A blood clot is responsible for 80% of all strokes. It is known as an ischemic attack. In 20% of cases, the stroke is caused by a damaged vessel. Haemorrhagic is the term used to describe this type of stroke. Hemorrhagic bleeding can cause more serious symptoms and even be fatal.

Learn more about stroke types here. Everyone is affected differently by stroke. You may experience short-term issues such as numbness or weakness, and longer-term disabilities such as memory loss. Some people become dependent on others for help. The outcome depends on the location of the stroke in your brain, its severity and health history.

Can you prevent strokes?

You can reduce your stroke risk by being physically active, following a healthy eating plan, quitting smoking, and drinking less alcohol. It helps you to maintain a healthy weight, manage your cholesterol and blood pressure, and prevent high blood sugar, which can increase the risk of a stroke.

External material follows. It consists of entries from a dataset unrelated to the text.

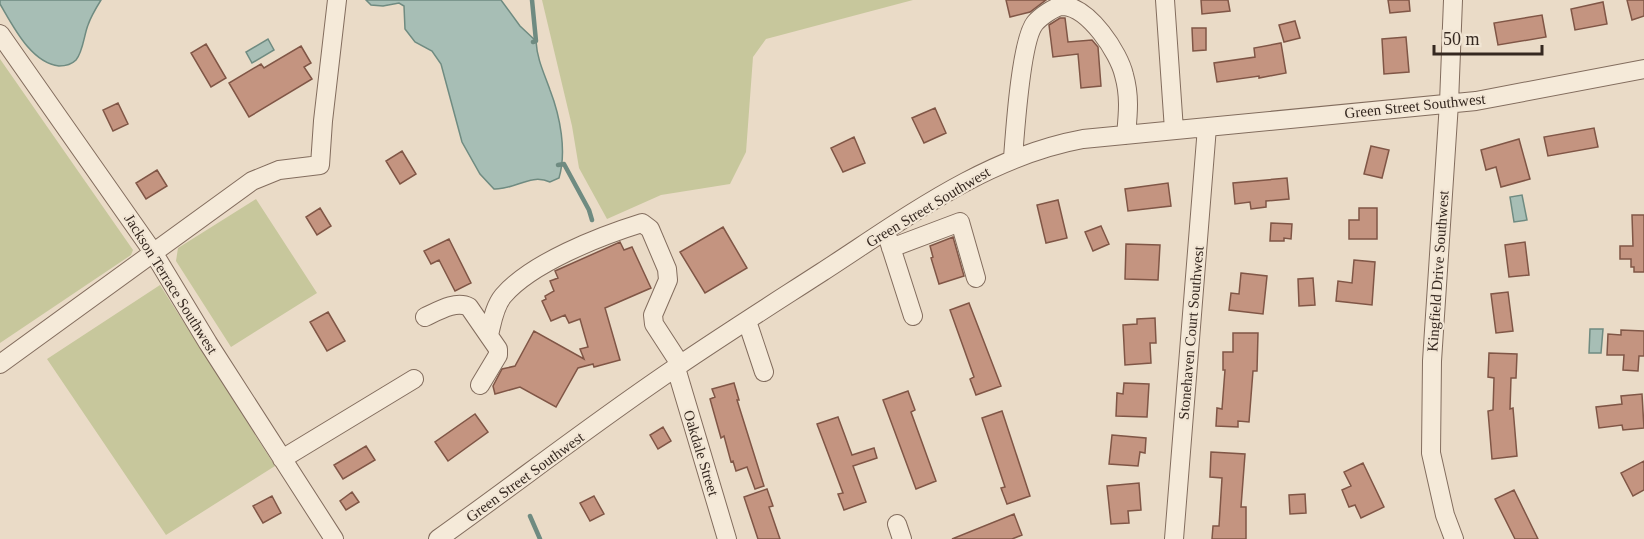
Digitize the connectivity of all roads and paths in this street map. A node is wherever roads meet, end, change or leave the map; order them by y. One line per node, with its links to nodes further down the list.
1 (337, 0): 12 (street)
2 (1165, 0): 8 (street)
3 (1453, 0): 6 (street, Kingfield Drive Southwest)
4 (0, 34): 12 (street, Jackson Terrace Southwest)
5 (1644, 69): 6 (street, Green Street Southwest)
6 (1449, 103): 7 (street, Green Street Southwest); 28 (street, Kingfield Drive Southwest)
7 (1207, 127): 8 (street, Green Street Southwest); 27 (street, Stonehaven Court Southwest)
8 (1173, 130): 9 (street, Green Street Southwest)
9 (1126, 135): 10 (street, Green Street Southwest); 10 (street)
10 (1013, 158): 11 (street, Green Street Southwest)
11 (888, 239): 13 (street); 14 (street); 16 (street, Green Street Southwest)
12 (153, 252): 18 (street); 23 (street, Jackson Terrace Southwest)
13 (976, 278)
14 (913, 316)
15 (425, 317): 17 (street)
16 (747, 321): 19 (street, Green Street Southwest); 20 (street)
17 (489, 335): 19 (street, Oakdale Street); 22 (street)
18 (0, 364)
19 (678, 366): 25 (street, Green Street Southwest); 26 (street, Oakdale Street)
20 (764, 372)
21 (414, 379): 23 (street)
22 (480, 385)
23 (282, 459): 24 (street, Jackson Terrace Southwest)
24 (334, 539)
25 (438, 539)
26 (727, 539)
27 (1174, 539)
28 (1454, 539)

It is vital that you or anyone else who has stroke symptoms call 999 immediately and get to the hospital. The sooner you receive treatment, the better your chances of recovering. It is important to try and remember the time when your symptoms began so you can inform your doctor about the TIA. It can help your doctor decide which medicine to prescribe.

The first sign of stroke is often a weakening or numbing of one side of the body or arm. You should also be on the lookout for other symptoms such as sudden dizziness and difficulty speaking clearly. Ask your doctor about your stroke risk, especially if there is a history in your family.

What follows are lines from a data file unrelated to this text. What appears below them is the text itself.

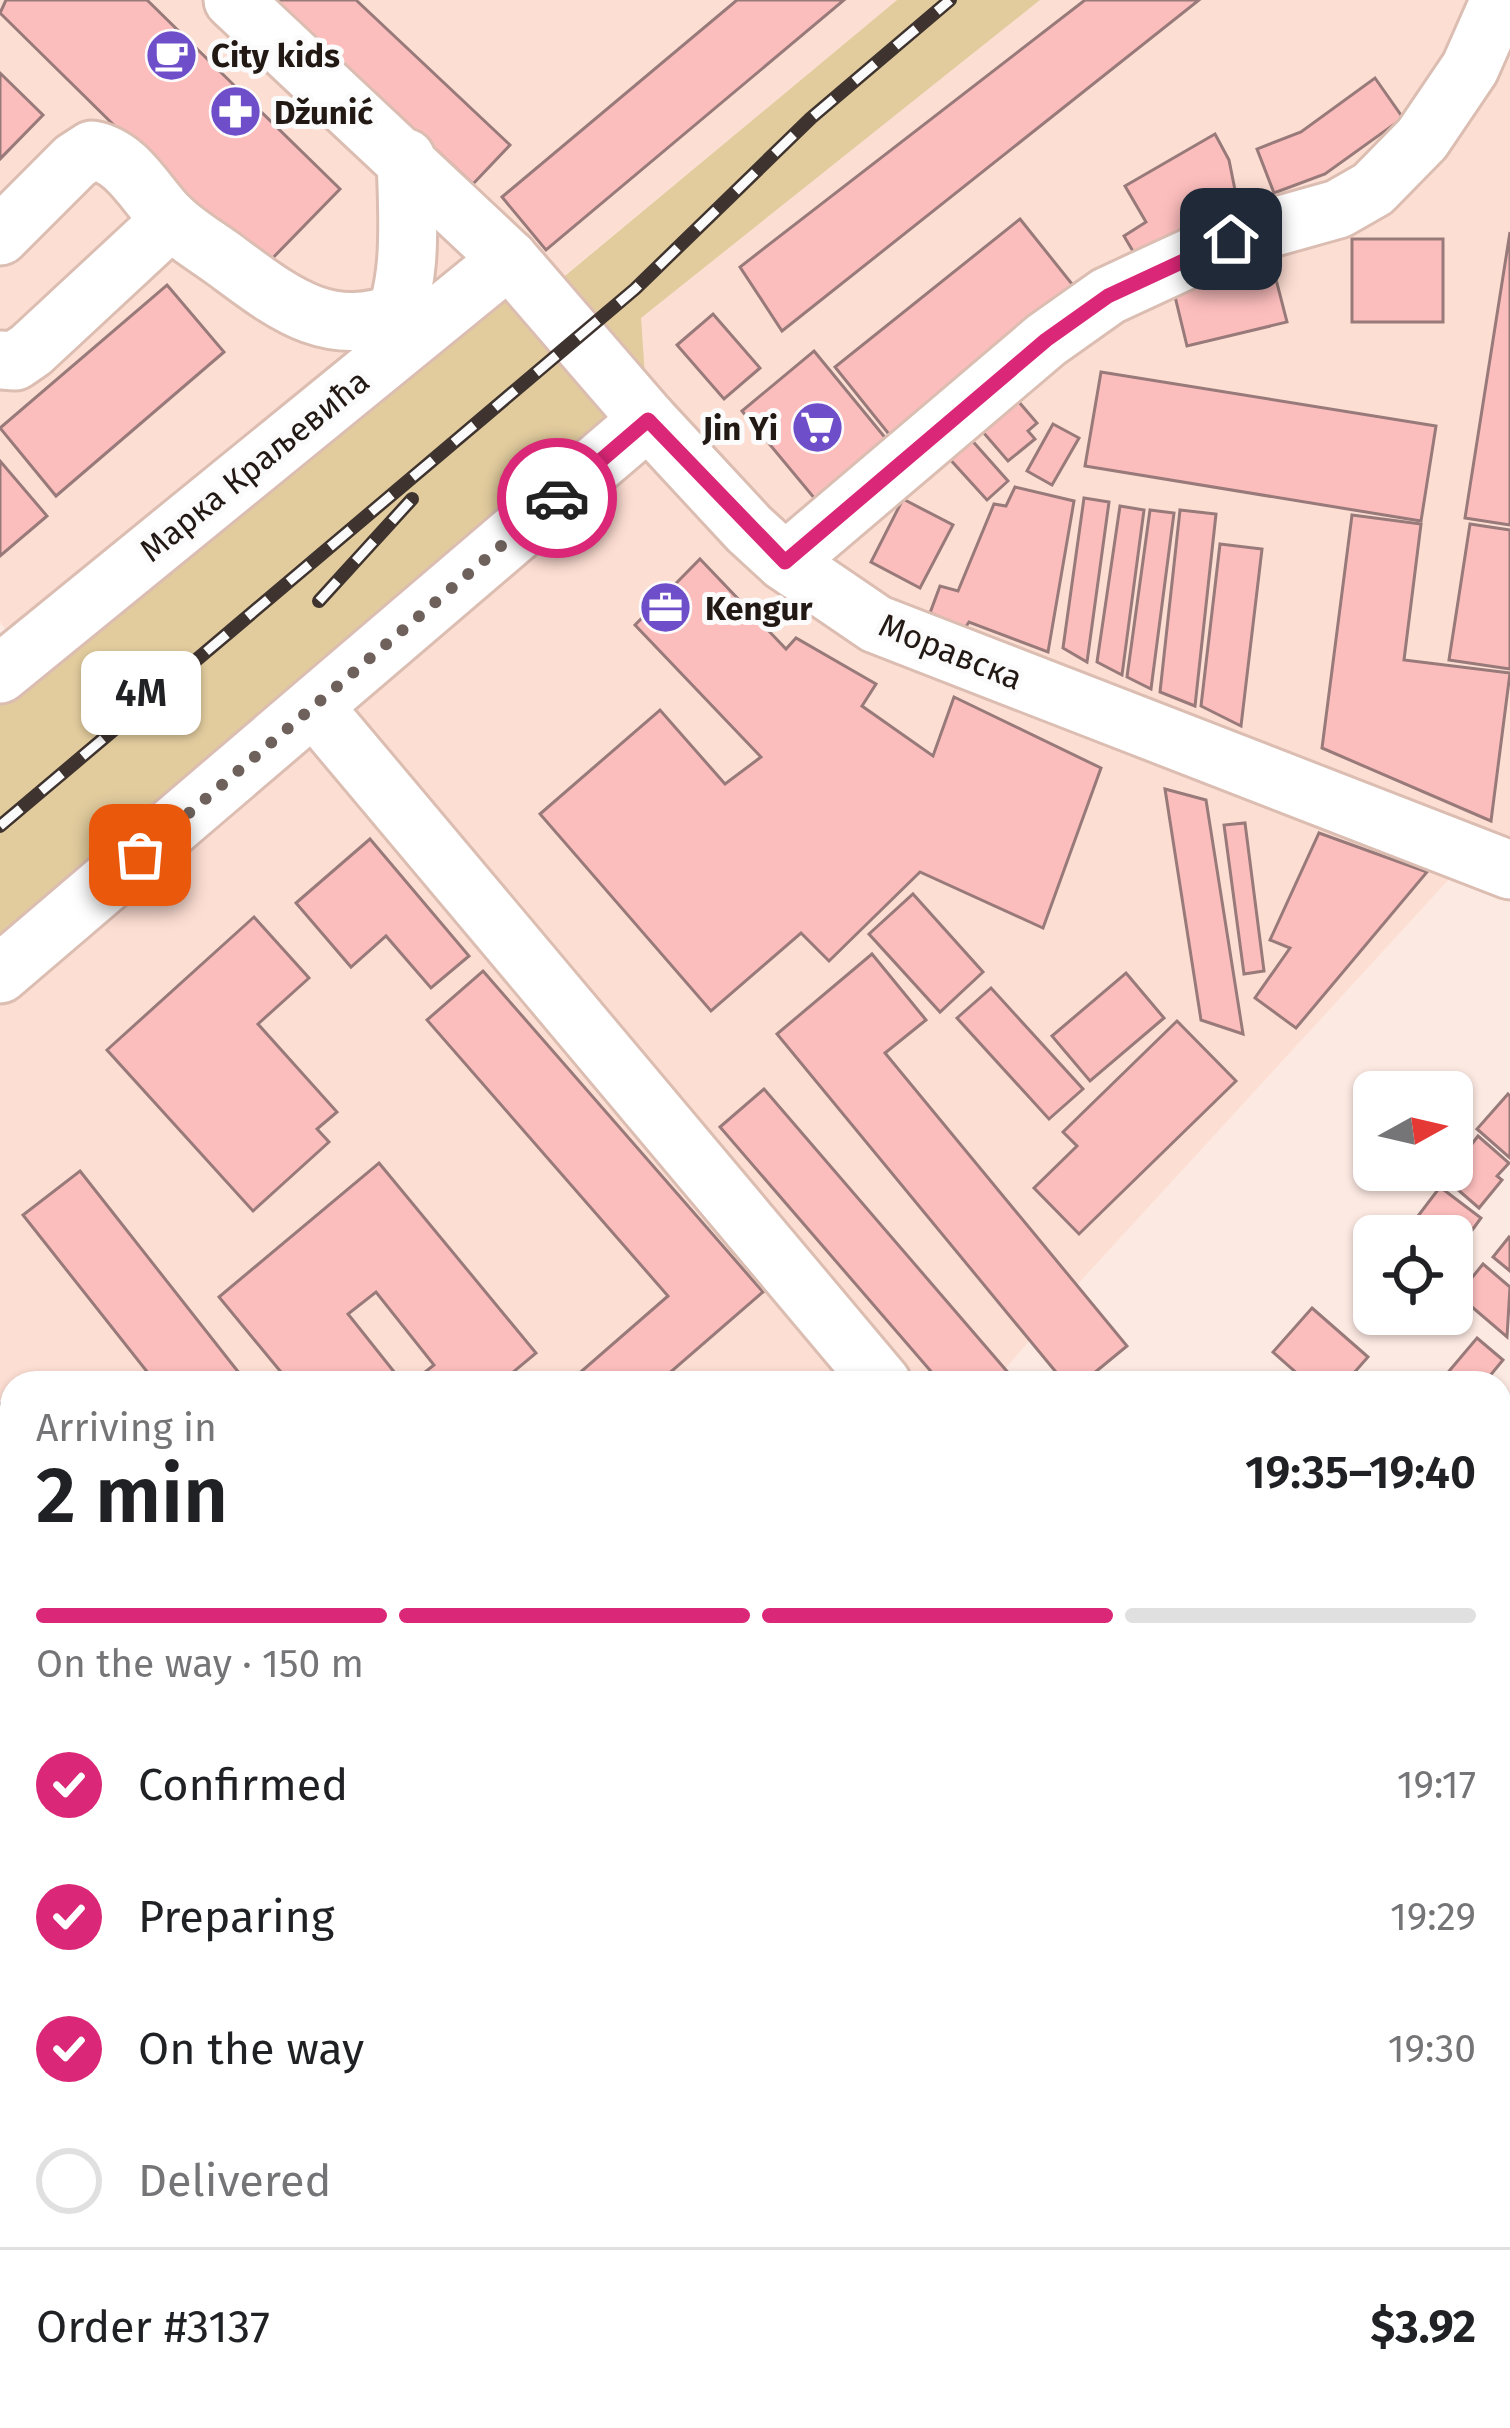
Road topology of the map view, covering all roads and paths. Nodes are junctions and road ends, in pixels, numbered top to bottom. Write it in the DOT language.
graph roads {
  1 [pos="232,0"];
  2 [pos="1500,0"];
  3 [pos="406,158"];
  4 [pos="171,220"];
  5 [pos="0,236"];
  6 [pos="509,259"];
  7 [pos="401,311"];
  8 [pos="0,360"];
  9 [pos="373,367"];
  10 [pos="648,420"];
  11 [pos="785,562"];
  12 [pos="8,650"];
  13 [pos="314,706"];
  14 [pos="1510,870"];
  15 [pos="0,974"];
  16 [pos="872,1371"];
  1 -- 3 [label="street, Моравска"];
  2 -- 11 [label="street"];
  3 -- 6 [label="street, Моравска"];
  3 -- 7 [label="street"];
  4 -- 5 [label="street"];
  4 -- 7 [label="street"];
  4 -- 8 [label="street"];
  6 -- 9 [label="street, Марка Краљевића"];
  6 -- 10 [label="street, Моравска"];
  7 -- 9 [label="street"];
  9 -- 12 [label="street, Марка Краљевића"];
  10 -- 11 [label="street, Моравска"];
  10 -- 13 [label="street"];
  11 -- 14 [label="street, Моравска"];
  13 -- 15 [label="street"];
  13 -- 16 [label="street"];
}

Some groups are more at risk of having a stroke than others. Some of these groups include the elderly (two thirds of strokes occur in people over 60), those with heart disease, high blood pressure or other medical conditions and those who have suffered a stroke or heart attacks before. Learn more about how you can reduce your stroke risk here. You can reduce your risk of stroke by following a low-fat, balanced diet with lots of fruits and vegetables (5 a Day) and wholegrains. Limit your salt intake and drink lots of water.